Ce retour aux choses matérielles est une bonne occasion pour aller virtuellement dans l’atelier de l’artiste. Comment est son atelier ? Est-il aussi grand que la salle d’exposition ? Est-ce propre et rangé comme un laboratoire, ou au contraire un espace en désordre? Quels outils pourrait-on imaginer y trouver ? Quelles fournitures achète-il? Qu’a-t-il pu récupérer ? Fait-il tout vraiment tout seul ? Est-ce qu’il travaille tous les jours ? Combien de temps ? Perçoit-il un salaire d’artiste ? Aime-t-il être un artiste ? …
Toutes les réponses apportées semblent déclancher une prise de conscience et une parfois même des vagues d’empathie au sujet de ce métier: on découvre que c’est un « vrai » travail qui demande des compétences techniques inattendues et un goût pour la solitude, l’expérience et la prise d’initiative. L’artiste n’a personne pour le diriger dans ses travaux, mais s’il ne produit rien pendant longtemps est-il encore un artiste ? On philosophe sur la liberté d’être un créateur et sur la chance et la lourde responsabilité d’être seul aux commandes de sa création, sur la discipline qu’il faut avoir pour créer. Lors de sa rencontre avec une classe de 6èmes, Gauthier Leroy raconte que certains jours, quand il doit s’isoler dans l’atelier pour travailler, il se sent comme Robinson Crusoë sur une île. Totalement libre, mais obligé de se contraindre à une discipline et une rigueur pour continuer à créer. Il poursuit sa comparaison avec le Conquistador qui explore pour découvrir de nouvelles terres.Et puisque le Conquistador est un soldat, il rappelle que les artistes doivent souvent se battre pour faire reconnaître que leur travail a un prix et un coût.

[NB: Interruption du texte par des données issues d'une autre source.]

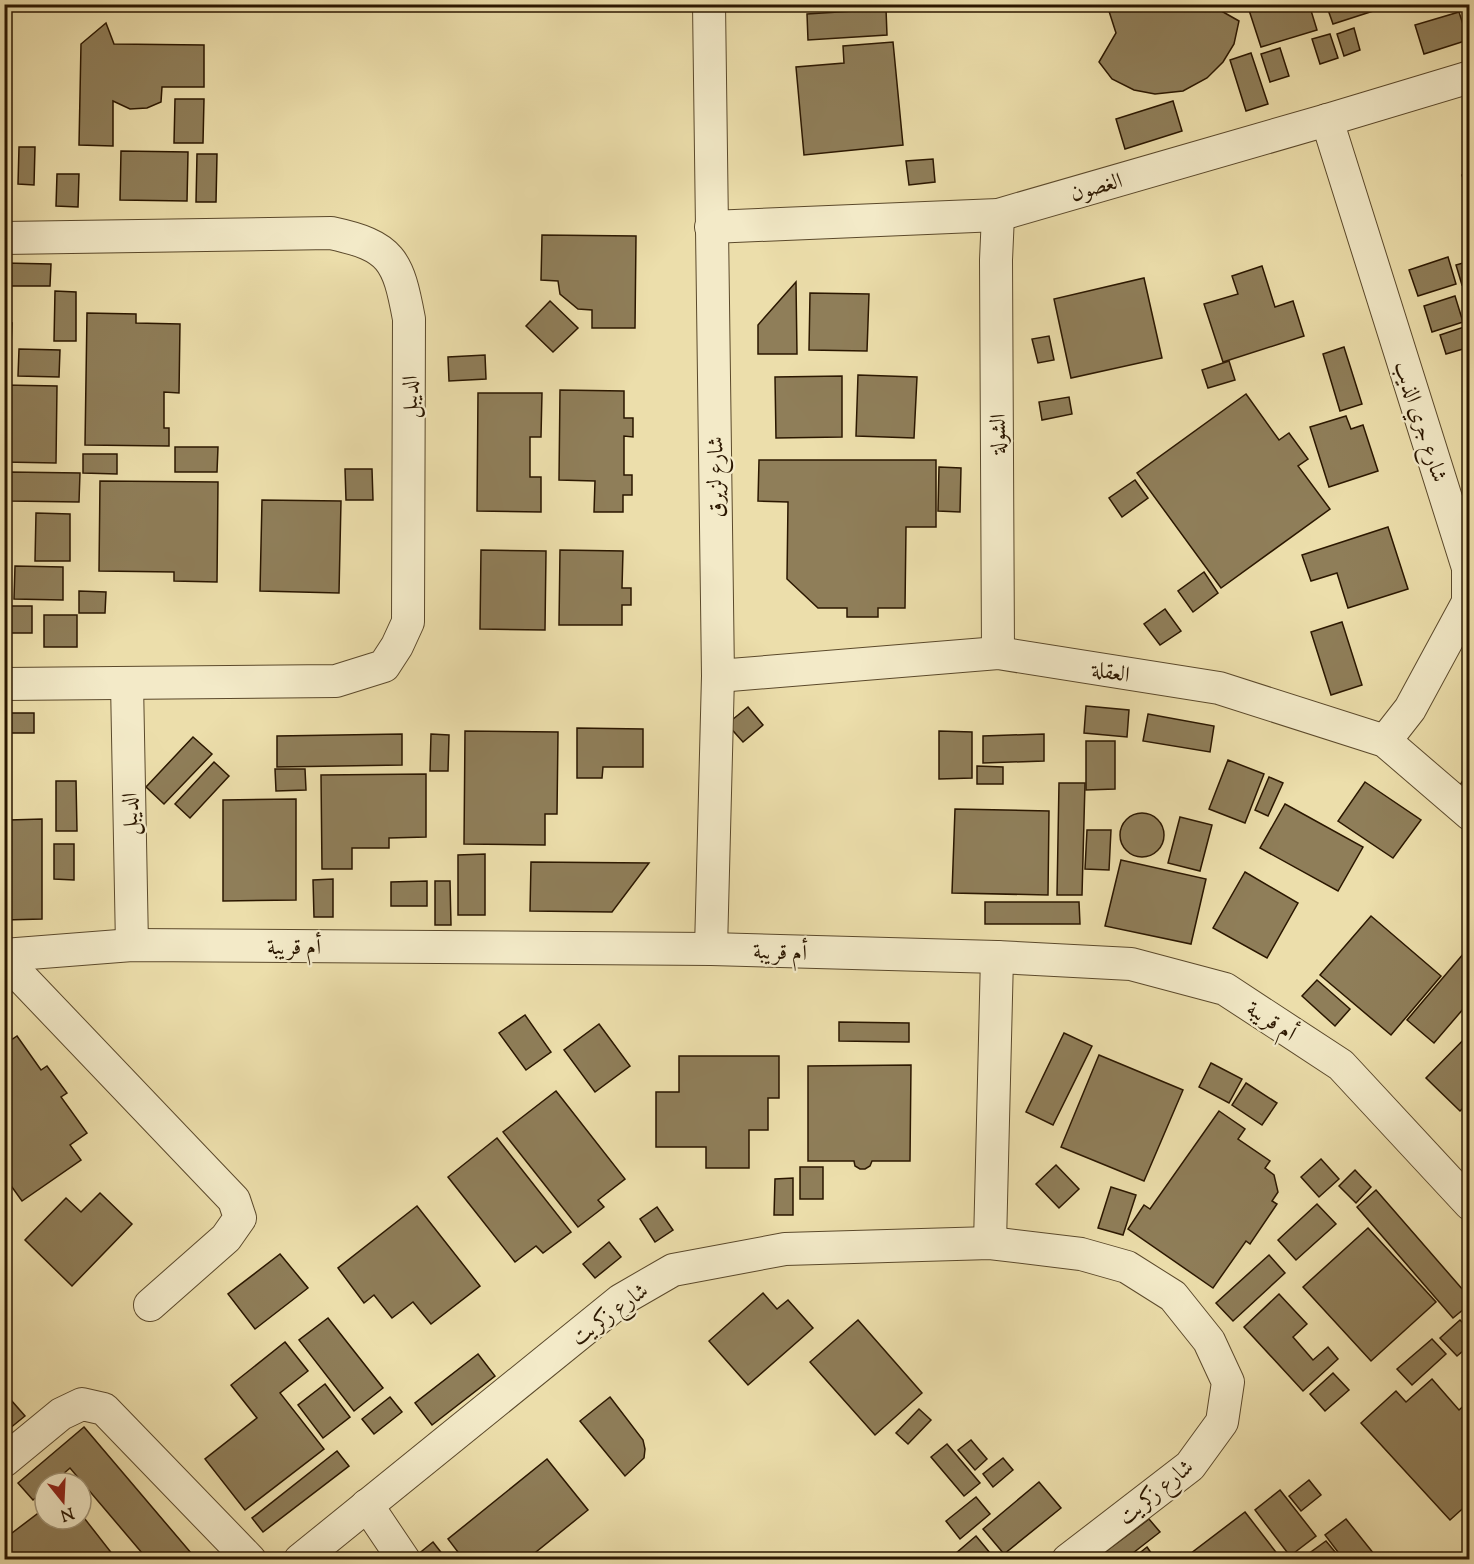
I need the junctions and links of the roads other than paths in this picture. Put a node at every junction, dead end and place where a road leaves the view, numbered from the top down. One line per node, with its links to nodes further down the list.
1 (709, 4): 5 (street, شارع لزيرق)
2 (1470, 77): 3 (street, الغصون)
3 (1327, 120): 4 (street, الغصون); 11 (street, شارع جري الذيب)
4 (998, 215): 5 (street, الغصون); 7 (street, الشولة)
5 (711, 227): 8 (street, شارع لزيرق)
6 (4, 238): 9 (street, الديبل)
7 (998, 653): 8 (street, العقلة); 11 (street, العقلة)
8 (718, 676): 14 (street, شارع لزيرق)
9 (127, 683): 10 (street, الديبل); 13 (street, الديبل)
10 (4, 684)
11 (1384, 741): 12 (street, العقلة)
12 (1470, 814)
13 (132, 945): 14 (street, أم قريبة); 15 (street, أم قريبة)
14 (711, 949): 16 (street, أم قريبة)
15 (4, 957): 19 (street)
16 (997, 957): 17 (street, أم قريبة); 18 (street)
17 (1470, 1204)
18 (990, 1243): 21 (street, شارع زكريت); 25 (street, شارع زكريت)
19 (150, 1305)
20 (4, 1461): 22 (street)
21 (367, 1505): 23 (street, شارع زكريت); 24 (street)
22 (250, 1560)
23 (300, 1560)
24 (404, 1560)
25 (1068, 1560)

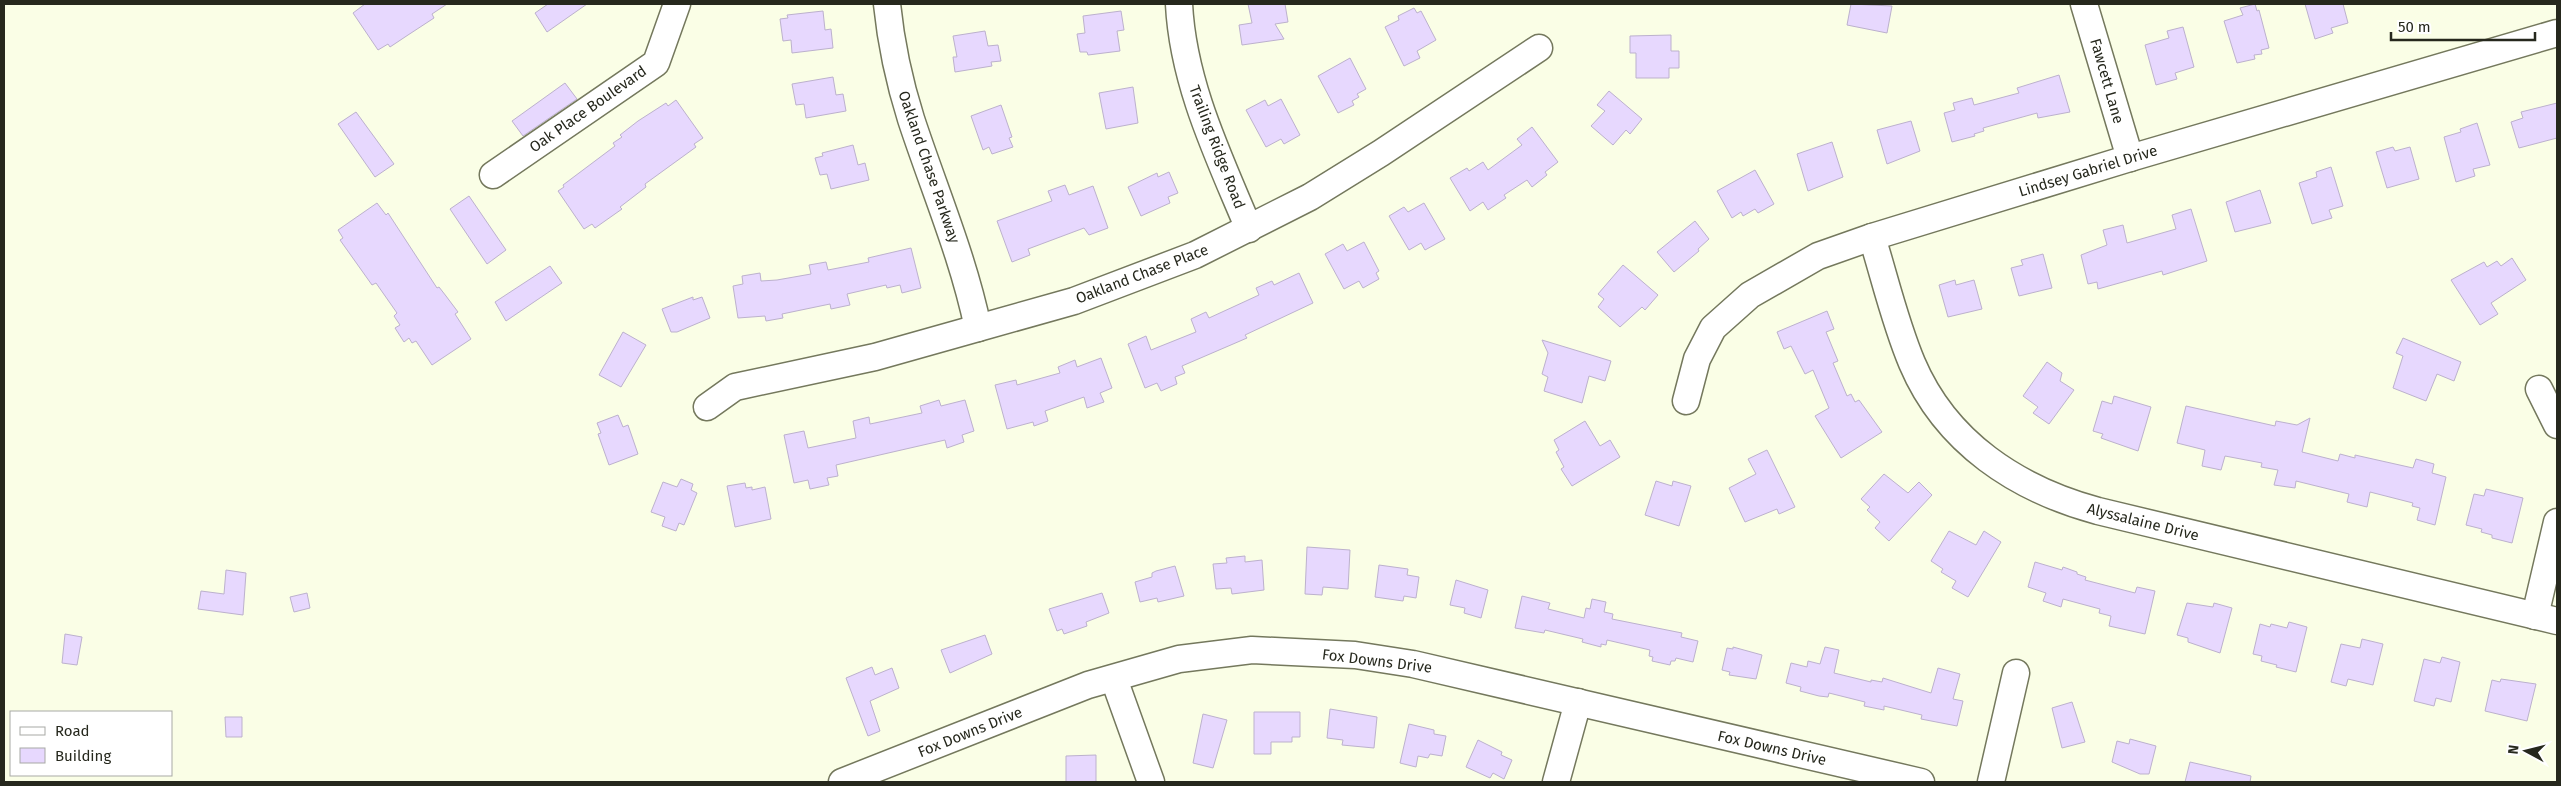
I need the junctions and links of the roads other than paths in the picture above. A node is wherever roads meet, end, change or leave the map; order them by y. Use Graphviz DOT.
graph roads {
  1 [pos="677,4"];
  2 [pos="887,4"];
  3 [pos="1179,4"];
  4 [pos="2084,4"];
  5 [pos="2557,33"];
  6 [pos="1539,48"];
  7 [pos="2130,158"];
  8 [pos="493,175"];
  9 [pos="1249,230"];
  10 [pos="1872,237"];
  11 [pos="978,328"];
  12 [pos="2539,389"];
  13 [pos="1686,401"];
  14 [pos="707,407"];
  15 [pos="2557,425"];
  16 [pos="2557,522"];
  17 [pos="2546,618"];
  18 [pos="2016,673"];
  19 [pos="1114,680"];
  20 [pos="1578,702"];
  21 [pos="1849,774"];
  22 [pos="842,782"];
  23 [pos="1151,782"];
  24 [pos="1556,782"];
  25 [pos="1921,782"];
  26 [pos="1991,782"];
  1 -- 8 [label="street, Oak Place Boulevard"];
  2 -- 11 [label="street, Oakland Chase Parkway"];
  3 -- 9 [label="street, Trailing Ridge Road"];
  4 -- 7 [label="street, Fawcett Lane"];
  5 -- 7 [label="street, Lindsey Gabriel Drive"];
  6 -- 9 [label="street, Oakland Chase Place"];
  7 -- 10 [label="street, Lindsey Gabriel Drive"];
  9 -- 11 [label="street, Oakland Chase Place"];
  10 -- 13 [label="street, Lindsey Gabriel Drive"];
  10 -- 17 [label="street, Alyssalaine Drive"];
  11 -- 14 [label="street, Oakland Chase Place"];
  12 -- 15 [label="street"];
  16 -- 17 [label="street"];
  18 -- 26 [label="street"];
  19 -- 20 [label="street, Fox Downs Drive"];
  19 -- 22 [label="street, Fox Downs Drive"];
  19 -- 23 [label="street"];
  20 -- 21 [label="street, Fox Downs Drive"];
  20 -- 24 [label="street"];
  21 -- 25 [label="street, Fox Downs Drive"];
}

À l’occasion de cette rencontre Gauthier Leroy tient à présenter aux élèves les sources qui nourrissent son œuvre. Par exemple les pieds de la Table-Compas de Jean Prouvé (1950) qui furent le point de départ d’une imposante sculpture en forme d’arête de poisson intitulée Labor Mascot (2016). Dans l’exposition Konkunstador l’hommage se dissimule sous l’assise de la chaise Prouvé, Gauthier Leroy a suspendu une ampoupe de plafonnier moulée dans du béton, suggérant ainsi un embryon d’architecture: un toit et les piliers métalliques qui le soutiennent.
Quand au Conquistador -figure de l’explorateur et du grand voyageur- il se trouve ici immobilisé derrière la vitrine d’une caisse de transport, avec de surcroît les pieds d’un Stabile de Calder !
Pour lever le doute sur la présence insistante des mégots de cigarettes, Gauthier Leroy explique qu’ils nous renvoient à une époque pas si lointaine, quand enfant (l’artiste est né en 1967) la cigarette faisait partie des attributs des héros de films ou de bandes-dessinées. Les paquets de cigarette aussi ont bien changé et Gauthier Leroy raconte que certains des premiers emballages de cigarettes des grandes marques furent conçus par les plus grands pionniers du design industriel comme Raymond Loewy. L’hommage n’est donc pas forcément solennel, la nostalgie n’est pas toujours triste et l’humour les rend plus tendre.